**YOUR ASSIGNMENT**
Which lines of the entries below contain the string "Buffa"? Copy each one.

**DATA RECORDS**
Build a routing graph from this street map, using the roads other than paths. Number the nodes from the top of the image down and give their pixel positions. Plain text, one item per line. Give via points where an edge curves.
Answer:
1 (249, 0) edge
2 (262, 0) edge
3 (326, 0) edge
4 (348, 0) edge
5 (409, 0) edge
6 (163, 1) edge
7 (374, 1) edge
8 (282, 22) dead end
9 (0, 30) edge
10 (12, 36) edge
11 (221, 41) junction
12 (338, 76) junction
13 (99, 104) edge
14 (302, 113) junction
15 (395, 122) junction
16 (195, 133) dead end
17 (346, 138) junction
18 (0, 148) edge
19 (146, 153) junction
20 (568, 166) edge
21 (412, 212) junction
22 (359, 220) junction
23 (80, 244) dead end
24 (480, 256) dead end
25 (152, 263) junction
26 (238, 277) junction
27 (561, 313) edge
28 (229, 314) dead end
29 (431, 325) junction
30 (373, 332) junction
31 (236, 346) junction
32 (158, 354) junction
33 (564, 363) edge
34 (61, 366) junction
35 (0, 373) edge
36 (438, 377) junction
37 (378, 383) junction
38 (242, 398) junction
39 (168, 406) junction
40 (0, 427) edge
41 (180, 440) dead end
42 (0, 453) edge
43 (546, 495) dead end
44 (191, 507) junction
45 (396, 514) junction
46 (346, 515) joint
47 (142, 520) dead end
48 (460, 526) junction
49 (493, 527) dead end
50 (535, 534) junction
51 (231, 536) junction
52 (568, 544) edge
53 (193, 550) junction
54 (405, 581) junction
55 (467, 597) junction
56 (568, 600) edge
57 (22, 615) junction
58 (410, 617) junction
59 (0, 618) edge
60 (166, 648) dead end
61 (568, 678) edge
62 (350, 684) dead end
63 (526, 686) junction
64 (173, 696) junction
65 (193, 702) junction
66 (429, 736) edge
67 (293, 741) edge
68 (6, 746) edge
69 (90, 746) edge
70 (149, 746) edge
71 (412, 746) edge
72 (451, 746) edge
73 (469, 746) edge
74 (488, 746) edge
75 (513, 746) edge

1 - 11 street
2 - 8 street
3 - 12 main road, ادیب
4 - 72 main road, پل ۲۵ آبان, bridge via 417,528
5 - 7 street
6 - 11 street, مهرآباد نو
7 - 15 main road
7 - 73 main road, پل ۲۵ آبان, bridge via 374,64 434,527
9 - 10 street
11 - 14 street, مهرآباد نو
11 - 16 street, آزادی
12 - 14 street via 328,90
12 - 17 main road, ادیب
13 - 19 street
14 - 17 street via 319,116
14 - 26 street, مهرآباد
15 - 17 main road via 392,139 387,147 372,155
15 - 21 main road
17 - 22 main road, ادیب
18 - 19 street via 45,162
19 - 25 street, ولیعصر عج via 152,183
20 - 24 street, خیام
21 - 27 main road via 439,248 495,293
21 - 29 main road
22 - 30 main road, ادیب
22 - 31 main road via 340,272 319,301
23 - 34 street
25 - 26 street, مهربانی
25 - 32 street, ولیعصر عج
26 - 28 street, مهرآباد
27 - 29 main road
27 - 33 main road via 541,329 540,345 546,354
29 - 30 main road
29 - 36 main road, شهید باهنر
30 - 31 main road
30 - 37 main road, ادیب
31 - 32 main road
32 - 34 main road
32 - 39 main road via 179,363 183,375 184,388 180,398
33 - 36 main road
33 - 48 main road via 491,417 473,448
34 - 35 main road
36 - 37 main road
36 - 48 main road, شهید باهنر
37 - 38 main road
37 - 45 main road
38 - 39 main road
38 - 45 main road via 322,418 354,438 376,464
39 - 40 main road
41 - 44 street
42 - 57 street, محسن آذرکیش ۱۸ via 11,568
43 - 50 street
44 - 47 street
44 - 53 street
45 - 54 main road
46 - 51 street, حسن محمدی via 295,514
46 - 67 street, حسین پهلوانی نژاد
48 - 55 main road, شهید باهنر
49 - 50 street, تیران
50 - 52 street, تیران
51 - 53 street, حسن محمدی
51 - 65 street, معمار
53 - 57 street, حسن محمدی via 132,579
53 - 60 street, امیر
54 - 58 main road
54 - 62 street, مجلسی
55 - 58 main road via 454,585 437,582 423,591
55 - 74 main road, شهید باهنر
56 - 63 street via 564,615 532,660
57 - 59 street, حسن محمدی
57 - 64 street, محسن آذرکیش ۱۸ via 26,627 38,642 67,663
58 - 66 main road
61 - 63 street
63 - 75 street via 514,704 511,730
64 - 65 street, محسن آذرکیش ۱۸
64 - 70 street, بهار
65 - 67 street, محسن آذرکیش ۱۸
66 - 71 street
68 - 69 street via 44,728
---
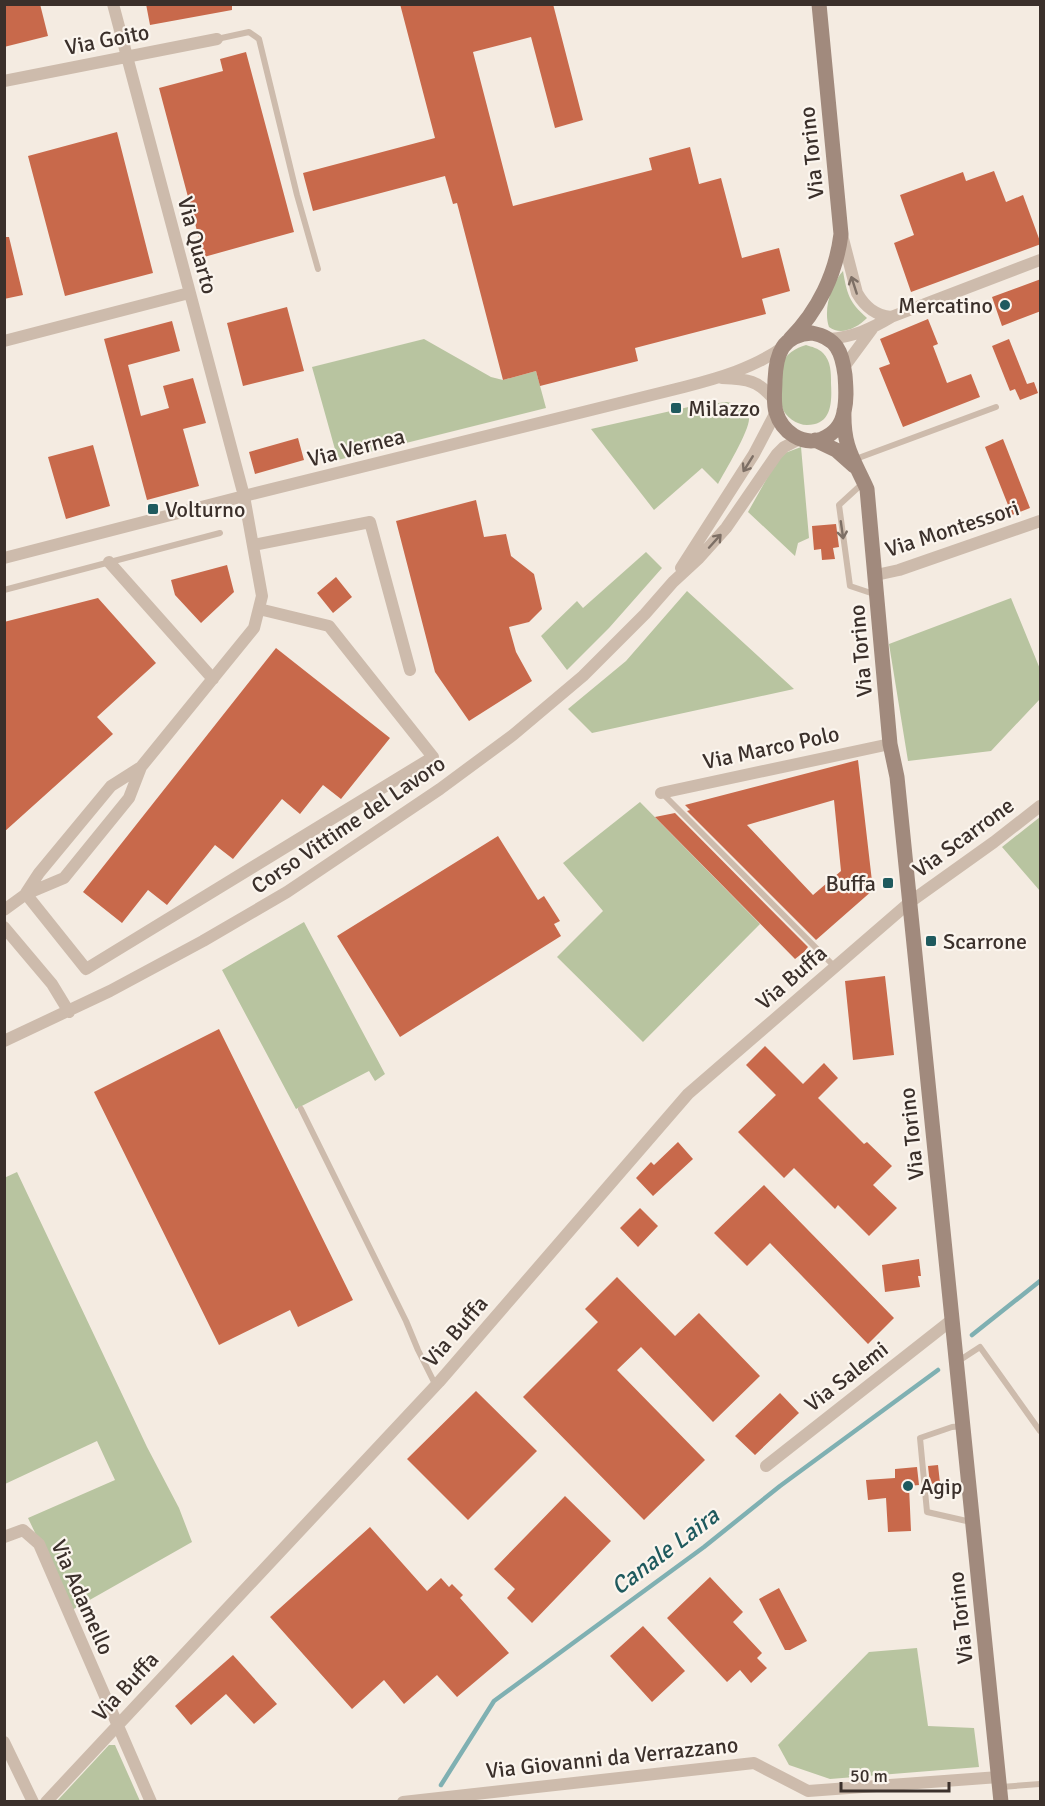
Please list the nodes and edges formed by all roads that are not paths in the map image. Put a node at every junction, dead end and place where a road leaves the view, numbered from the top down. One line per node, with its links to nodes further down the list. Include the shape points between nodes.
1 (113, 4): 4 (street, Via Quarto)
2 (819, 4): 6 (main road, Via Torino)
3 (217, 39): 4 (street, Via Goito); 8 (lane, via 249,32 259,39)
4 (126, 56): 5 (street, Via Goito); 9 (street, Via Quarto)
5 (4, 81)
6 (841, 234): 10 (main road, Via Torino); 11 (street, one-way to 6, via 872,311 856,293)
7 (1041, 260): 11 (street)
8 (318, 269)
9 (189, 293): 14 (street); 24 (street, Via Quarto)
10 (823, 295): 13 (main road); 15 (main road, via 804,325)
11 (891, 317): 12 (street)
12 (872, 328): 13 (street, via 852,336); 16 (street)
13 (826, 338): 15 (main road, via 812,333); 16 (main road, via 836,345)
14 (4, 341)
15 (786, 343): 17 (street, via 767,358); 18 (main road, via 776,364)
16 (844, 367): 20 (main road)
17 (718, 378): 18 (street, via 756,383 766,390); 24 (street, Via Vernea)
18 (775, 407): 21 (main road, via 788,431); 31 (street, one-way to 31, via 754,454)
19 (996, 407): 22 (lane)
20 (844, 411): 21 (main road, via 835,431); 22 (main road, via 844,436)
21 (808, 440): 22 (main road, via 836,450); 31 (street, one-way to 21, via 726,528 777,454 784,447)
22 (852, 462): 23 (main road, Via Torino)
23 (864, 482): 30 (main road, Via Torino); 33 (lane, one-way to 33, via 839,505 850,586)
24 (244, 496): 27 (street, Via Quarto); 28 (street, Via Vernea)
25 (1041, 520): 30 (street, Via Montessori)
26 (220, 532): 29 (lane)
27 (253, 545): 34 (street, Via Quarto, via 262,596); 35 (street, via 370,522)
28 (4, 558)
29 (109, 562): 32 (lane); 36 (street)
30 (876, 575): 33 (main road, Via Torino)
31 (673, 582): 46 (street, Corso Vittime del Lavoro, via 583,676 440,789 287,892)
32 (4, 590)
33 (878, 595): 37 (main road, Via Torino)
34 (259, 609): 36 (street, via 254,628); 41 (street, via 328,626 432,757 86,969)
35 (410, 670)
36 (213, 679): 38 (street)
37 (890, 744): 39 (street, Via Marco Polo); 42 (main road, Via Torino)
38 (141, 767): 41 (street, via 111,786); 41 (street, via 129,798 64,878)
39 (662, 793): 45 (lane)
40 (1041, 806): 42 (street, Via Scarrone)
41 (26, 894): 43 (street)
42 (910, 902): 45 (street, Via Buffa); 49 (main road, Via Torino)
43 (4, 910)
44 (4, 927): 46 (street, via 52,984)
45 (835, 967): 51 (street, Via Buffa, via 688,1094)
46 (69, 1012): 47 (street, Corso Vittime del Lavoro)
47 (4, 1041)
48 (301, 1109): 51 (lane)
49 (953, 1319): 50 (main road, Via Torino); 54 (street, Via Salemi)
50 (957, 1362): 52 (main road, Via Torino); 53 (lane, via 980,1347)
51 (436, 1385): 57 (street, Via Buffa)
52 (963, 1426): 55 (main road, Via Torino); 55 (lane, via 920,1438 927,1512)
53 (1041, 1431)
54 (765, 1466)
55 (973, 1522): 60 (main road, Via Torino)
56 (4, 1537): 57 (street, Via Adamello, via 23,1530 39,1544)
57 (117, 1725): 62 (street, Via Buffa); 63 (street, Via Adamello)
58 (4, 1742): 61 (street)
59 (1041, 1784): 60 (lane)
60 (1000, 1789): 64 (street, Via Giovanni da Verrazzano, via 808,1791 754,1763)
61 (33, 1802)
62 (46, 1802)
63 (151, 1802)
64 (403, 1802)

**ANSWER TO THIS PROBLEM**
42 (910, 902): 45 (street, Via Buffa); 49 (main road, Via Torino)
45 (835, 967): 51 (street, Via Buffa, via 688,1094)
51 (436, 1385): 57 (street, Via Buffa)
57 (117, 1725): 62 (street, Via Buffa); 63 (street, Via Adamello)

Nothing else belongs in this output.